[THE INPUT Boundary: Start]

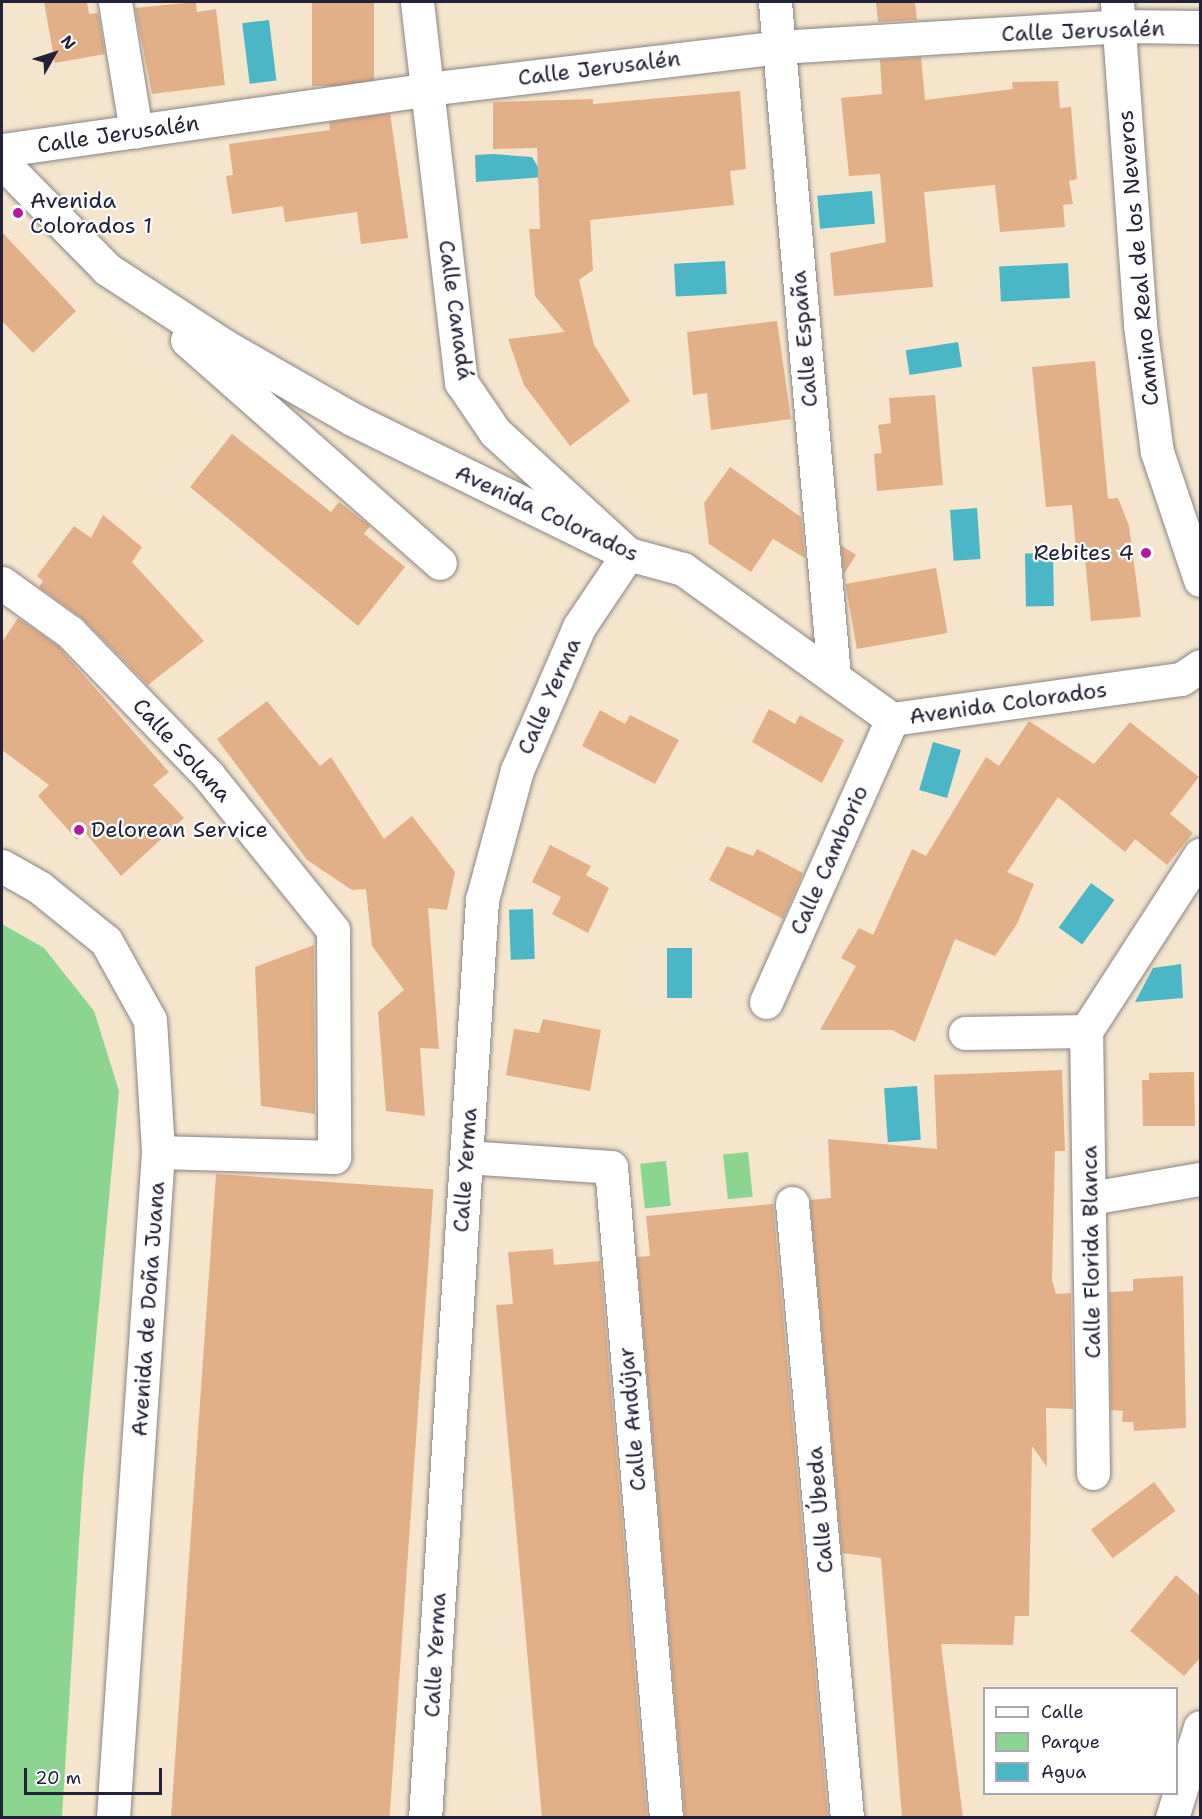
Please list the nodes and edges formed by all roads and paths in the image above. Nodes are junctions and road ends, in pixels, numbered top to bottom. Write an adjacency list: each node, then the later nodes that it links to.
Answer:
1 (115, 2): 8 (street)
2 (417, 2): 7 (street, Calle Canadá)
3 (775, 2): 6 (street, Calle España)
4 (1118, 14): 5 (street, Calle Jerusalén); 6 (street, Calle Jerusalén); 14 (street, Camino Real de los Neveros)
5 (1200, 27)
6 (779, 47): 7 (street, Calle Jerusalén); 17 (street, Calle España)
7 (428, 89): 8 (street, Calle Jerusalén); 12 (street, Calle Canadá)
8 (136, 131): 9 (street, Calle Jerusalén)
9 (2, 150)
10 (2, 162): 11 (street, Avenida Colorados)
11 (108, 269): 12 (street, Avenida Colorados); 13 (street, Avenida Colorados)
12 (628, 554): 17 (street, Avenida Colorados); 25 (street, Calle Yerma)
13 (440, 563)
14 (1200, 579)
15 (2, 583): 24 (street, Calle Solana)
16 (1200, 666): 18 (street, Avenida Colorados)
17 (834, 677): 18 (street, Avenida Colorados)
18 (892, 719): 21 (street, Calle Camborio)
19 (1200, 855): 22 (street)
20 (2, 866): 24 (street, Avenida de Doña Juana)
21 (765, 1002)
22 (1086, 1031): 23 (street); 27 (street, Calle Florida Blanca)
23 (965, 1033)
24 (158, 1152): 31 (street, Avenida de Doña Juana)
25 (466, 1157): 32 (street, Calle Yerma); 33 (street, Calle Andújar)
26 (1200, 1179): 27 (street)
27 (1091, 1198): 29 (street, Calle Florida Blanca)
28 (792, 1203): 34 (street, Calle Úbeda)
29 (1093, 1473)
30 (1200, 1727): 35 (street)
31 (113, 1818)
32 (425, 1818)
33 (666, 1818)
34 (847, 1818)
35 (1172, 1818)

[THE INPUT Boundary: End]

◆ REQUIREMENT ◆
Could you return every line from the entries above in which the string "Florida" occurs?

◆ EXERCISE ANSWER ◆
22 (1086, 1031): 23 (street); 27 (street, Calle Florida Blanca)
27 (1091, 1198): 29 (street, Calle Florida Blanca)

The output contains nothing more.